“Patent cases create strange bedfellows,” says patent attorney Case Collard of Dorsey & Whitney in Denver concerning the Federal Circuit’s Feb. 12 Lexmark v. Impressions ruling. “A victory for a printer company, Lexmark, has made pharmaceutical companies very happy.”
True enough. The businesses, with vastly dissimilar interests, both stand to benefit from the 10-2 ruling that helps patent owners. The full 12-member appeals court upheld its standards on patent exhaustion in ruling for Lexmark and against Impression Products, a seller of refurbished cartridges.
Under the decision, buyers can’t ignore patent owners’ restrictions on the resale of their products and, when products are first sold overseas, U.S. importation counts as infringement if an importer doesn’t have a license from the patent holder.
Lexmark cared about the blade-and-razor business model: Selling printers at low prices and having patent-exclusivity-pricing on the ink-filled cartridges.

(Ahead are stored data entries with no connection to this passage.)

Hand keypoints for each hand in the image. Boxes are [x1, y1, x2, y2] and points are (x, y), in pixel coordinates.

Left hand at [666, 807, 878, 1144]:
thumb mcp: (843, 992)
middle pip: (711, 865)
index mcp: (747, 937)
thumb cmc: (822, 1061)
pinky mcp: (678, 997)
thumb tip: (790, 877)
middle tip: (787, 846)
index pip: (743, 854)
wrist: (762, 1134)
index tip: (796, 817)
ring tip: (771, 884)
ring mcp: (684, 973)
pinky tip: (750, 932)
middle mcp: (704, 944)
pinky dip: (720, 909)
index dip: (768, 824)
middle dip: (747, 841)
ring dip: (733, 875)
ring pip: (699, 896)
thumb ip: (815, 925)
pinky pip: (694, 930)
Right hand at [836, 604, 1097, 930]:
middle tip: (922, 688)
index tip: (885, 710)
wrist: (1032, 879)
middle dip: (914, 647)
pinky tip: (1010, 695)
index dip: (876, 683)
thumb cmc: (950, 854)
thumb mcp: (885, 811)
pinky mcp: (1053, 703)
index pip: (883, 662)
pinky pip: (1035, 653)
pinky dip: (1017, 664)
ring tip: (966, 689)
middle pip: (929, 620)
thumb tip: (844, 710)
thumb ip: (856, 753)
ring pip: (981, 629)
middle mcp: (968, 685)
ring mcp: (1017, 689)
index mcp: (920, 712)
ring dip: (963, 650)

But life science industry patent holders also rejoiced. Drug makers want to be able to market drugs at different prices in different countries, with U.S. pricing the highest so as to subsidize availability where the drug would otherwise be unaffordable. A bar against importing a drug, bought overseas, that would infringe a U.S. patent is just what the doctor ordered.
The “bedfellowship” of these businesses, then, is not strange at all, considering the patent incentive – exclusivity – brings with it flexibility in deciding what business model works best for a patentee. Lexmark’s business model would fail without the U.S. patent, as would brand-name drug makers’ variable pricing approach.

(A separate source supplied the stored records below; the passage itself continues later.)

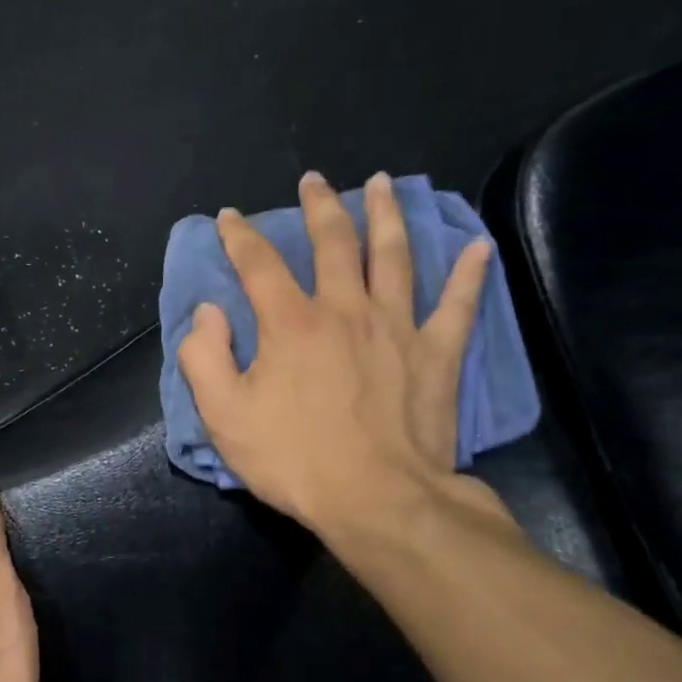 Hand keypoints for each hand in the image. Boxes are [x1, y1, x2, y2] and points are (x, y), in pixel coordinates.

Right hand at [178, 171, 510, 547]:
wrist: (378, 500)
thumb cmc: (294, 460)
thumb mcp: (224, 417)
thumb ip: (205, 357)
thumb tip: (208, 312)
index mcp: (291, 324)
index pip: (259, 265)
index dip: (240, 237)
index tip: (230, 218)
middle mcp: (345, 310)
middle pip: (333, 243)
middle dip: (319, 207)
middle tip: (313, 181)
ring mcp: (397, 327)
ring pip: (394, 255)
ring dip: (386, 215)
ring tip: (382, 184)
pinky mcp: (437, 353)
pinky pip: (457, 304)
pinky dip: (469, 273)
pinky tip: (477, 247) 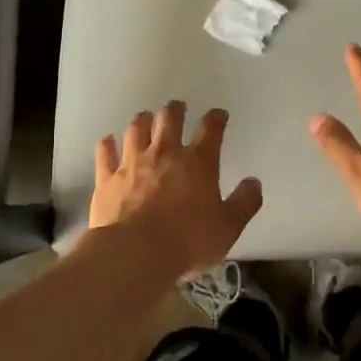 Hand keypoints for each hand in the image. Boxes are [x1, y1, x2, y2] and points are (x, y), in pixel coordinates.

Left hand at [90, 103, 264, 275]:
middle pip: (169, 119)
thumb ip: (244, 203)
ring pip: (136, 129)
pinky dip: (108, 145)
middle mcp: (165, 153)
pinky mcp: (107, 178)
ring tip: (145, 117)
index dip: (216, 118)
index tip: (218, 114)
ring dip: (143, 120)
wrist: (135, 253)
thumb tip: (254, 183)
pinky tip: (108, 141)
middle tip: (177, 107)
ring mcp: (132, 162)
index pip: (210, 130)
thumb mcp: (227, 227)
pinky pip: (106, 153)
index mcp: (198, 162)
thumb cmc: (188, 240)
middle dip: (175, 110) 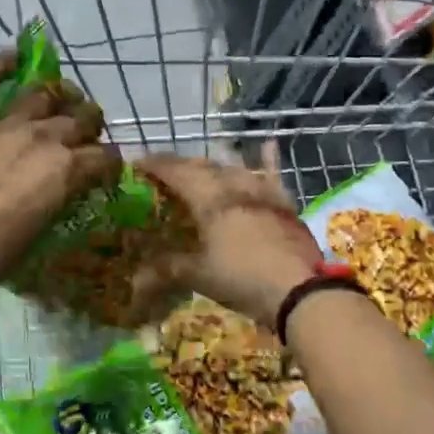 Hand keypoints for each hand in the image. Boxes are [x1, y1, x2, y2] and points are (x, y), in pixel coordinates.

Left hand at [0, 52, 120, 282]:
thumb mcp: (44, 229)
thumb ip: (59, 199)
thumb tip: (65, 191)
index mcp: (69, 169)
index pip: (106, 157)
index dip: (110, 164)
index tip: (106, 172)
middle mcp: (46, 138)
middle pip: (81, 119)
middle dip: (91, 124)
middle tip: (88, 133)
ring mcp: (7, 126)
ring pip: (42, 96)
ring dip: (58, 94)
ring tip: (64, 95)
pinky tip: (9, 55)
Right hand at [133, 151, 323, 327]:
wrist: (299, 289)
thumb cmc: (242, 278)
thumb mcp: (199, 275)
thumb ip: (166, 270)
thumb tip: (135, 280)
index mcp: (208, 198)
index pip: (175, 172)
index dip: (155, 165)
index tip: (138, 163)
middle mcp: (233, 184)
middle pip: (201, 166)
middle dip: (180, 166)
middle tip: (165, 171)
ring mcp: (261, 190)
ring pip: (232, 168)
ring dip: (213, 166)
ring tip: (201, 169)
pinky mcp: (283, 202)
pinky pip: (272, 174)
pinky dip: (267, 159)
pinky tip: (268, 144) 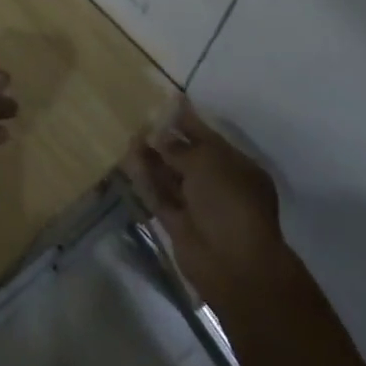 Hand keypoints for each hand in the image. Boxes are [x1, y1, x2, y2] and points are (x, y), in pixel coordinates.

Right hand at [125, 98, 285, 301]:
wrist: (233, 265)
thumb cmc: (229, 203)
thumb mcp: (207, 163)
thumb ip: (180, 148)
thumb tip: (159, 136)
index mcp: (236, 166)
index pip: (208, 137)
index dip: (188, 120)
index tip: (168, 101)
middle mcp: (218, 184)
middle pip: (188, 156)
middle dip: (166, 140)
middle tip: (141, 119)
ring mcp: (198, 206)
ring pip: (171, 177)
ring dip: (152, 159)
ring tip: (130, 137)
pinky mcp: (179, 225)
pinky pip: (160, 197)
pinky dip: (146, 181)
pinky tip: (129, 163) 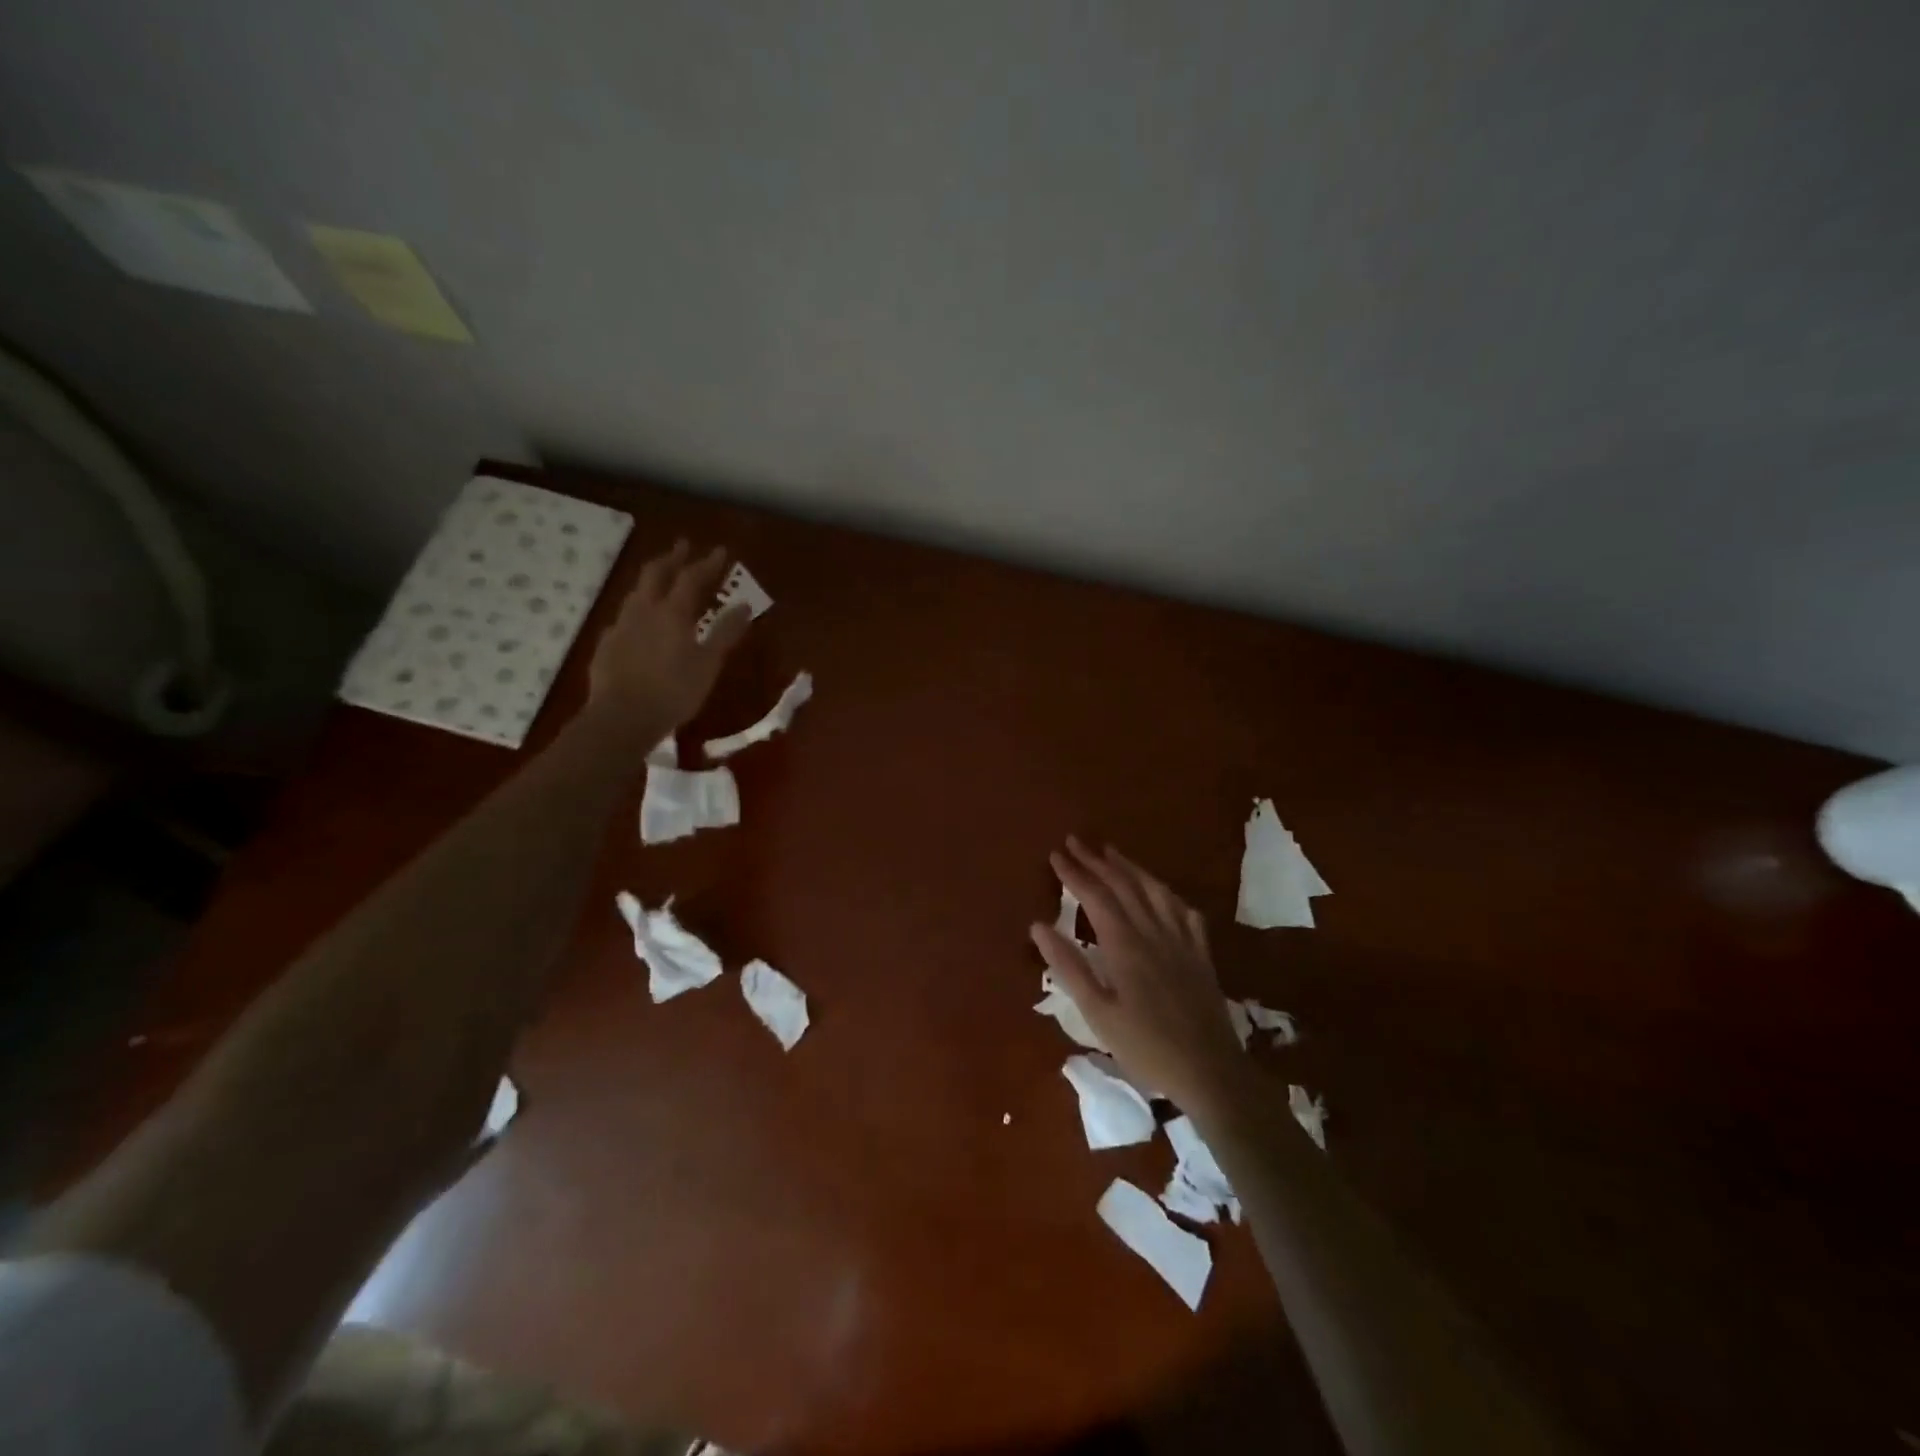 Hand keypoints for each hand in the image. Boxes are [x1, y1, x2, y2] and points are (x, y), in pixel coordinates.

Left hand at [587, 540, 751, 731]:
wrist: (621, 718)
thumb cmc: (674, 692)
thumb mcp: (708, 664)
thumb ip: (726, 632)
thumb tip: (745, 605)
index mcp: (671, 612)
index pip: (691, 577)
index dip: (707, 563)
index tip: (721, 551)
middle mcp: (643, 610)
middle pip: (656, 573)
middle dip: (672, 557)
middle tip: (683, 546)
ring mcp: (620, 626)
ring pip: (636, 592)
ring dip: (652, 580)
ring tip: (661, 578)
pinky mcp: (606, 645)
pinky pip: (624, 617)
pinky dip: (638, 609)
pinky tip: (640, 621)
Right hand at [1031, 838, 1247, 1112]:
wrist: (1210, 1070)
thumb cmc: (1145, 1046)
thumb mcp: (1097, 1013)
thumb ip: (1069, 967)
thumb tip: (1038, 926)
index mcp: (1125, 945)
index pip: (1094, 896)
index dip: (1074, 874)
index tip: (1056, 854)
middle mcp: (1153, 932)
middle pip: (1123, 885)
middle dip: (1096, 861)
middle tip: (1075, 841)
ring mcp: (1181, 939)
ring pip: (1154, 890)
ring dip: (1130, 867)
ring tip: (1112, 852)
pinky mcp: (1201, 953)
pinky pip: (1184, 911)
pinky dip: (1167, 893)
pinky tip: (1162, 892)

Without its patents on inkjet cartridges, Lexmark would have to charge more for the printer, presumably putting better quality devices in fewer hands.

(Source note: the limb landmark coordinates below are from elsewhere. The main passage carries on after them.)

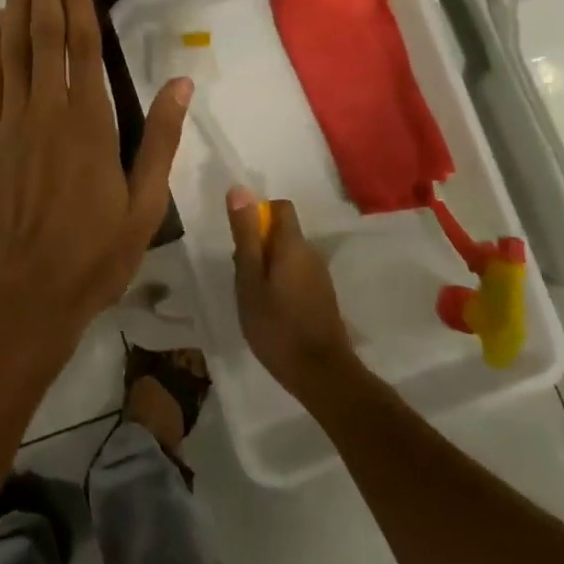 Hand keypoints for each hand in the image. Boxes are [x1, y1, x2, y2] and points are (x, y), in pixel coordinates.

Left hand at [0, 0, 192, 364]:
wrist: (20, 297)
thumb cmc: (92, 256)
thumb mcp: (144, 206)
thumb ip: (159, 140)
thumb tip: (179, 83)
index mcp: (90, 122)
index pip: (83, 43)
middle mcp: (47, 110)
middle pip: (43, 31)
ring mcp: (11, 122)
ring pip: (13, 47)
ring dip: (15, 0)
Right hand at [226, 186, 357, 397]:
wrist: (322, 375)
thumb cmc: (276, 325)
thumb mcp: (249, 278)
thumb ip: (245, 234)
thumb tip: (240, 189)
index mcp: (293, 244)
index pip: (280, 207)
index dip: (258, 214)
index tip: (242, 241)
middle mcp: (311, 253)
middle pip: (282, 233)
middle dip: (259, 246)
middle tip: (242, 277)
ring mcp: (321, 277)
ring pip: (289, 256)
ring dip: (270, 267)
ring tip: (254, 299)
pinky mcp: (324, 298)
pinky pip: (298, 276)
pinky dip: (282, 284)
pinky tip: (273, 313) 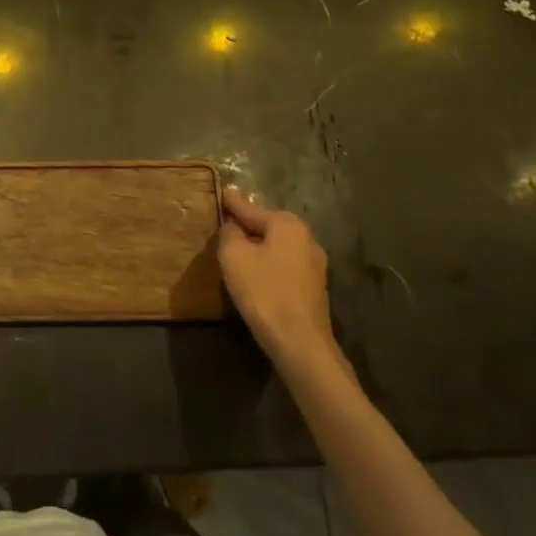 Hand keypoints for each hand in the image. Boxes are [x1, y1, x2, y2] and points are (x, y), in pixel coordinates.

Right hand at [218, 188, 345, 375]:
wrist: (301, 344)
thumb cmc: (264, 292)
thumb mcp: (234, 257)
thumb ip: (229, 233)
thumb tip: (232, 225)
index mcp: (287, 224)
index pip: (250, 208)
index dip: (231, 203)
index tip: (221, 192)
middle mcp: (306, 238)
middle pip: (267, 226)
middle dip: (246, 225)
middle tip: (224, 224)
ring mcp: (314, 264)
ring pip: (277, 246)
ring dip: (258, 247)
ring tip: (236, 250)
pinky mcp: (314, 287)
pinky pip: (284, 265)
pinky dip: (268, 264)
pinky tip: (255, 274) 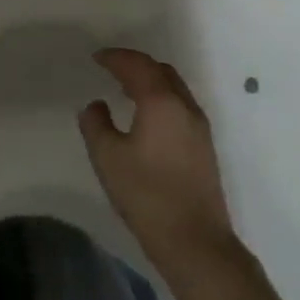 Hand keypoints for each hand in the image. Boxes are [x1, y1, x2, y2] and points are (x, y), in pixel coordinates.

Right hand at [80, 48, 234, 271]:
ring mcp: (199, 127)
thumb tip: (96, 106)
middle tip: (111, 68)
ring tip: (125, 88)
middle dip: (135, 64)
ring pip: (174, 87)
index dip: (115, 57)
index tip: (96, 57)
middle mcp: (185, 107)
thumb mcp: (107, 157)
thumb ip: (95, 124)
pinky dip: (161, 97)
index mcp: (161, 102)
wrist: (195, 241)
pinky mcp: (204, 146)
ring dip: (150, 80)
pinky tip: (146, 116)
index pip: (137, 66)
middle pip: (161, 70)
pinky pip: (180, 105)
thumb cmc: (146, 194)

Without U.S. drug patents, major drug manufacturers would have to charge roughly the same price worldwide, with an open question of whether they could make a sufficient profit to justify research and development costs.
Critics contend that flexibility in devising business models based on exclusivity creates tension with antitrust laws. Proponents contend that the intellectual property clause of the Constitution (Article I, Section 8, Clause 8) had precisely that tension in mind.
The point? It’s not about the dissimilarities between industries. It’s about the patent incentive. It’s no surprise that, as patent holders, Lexmark and branded drug makers can share a bed.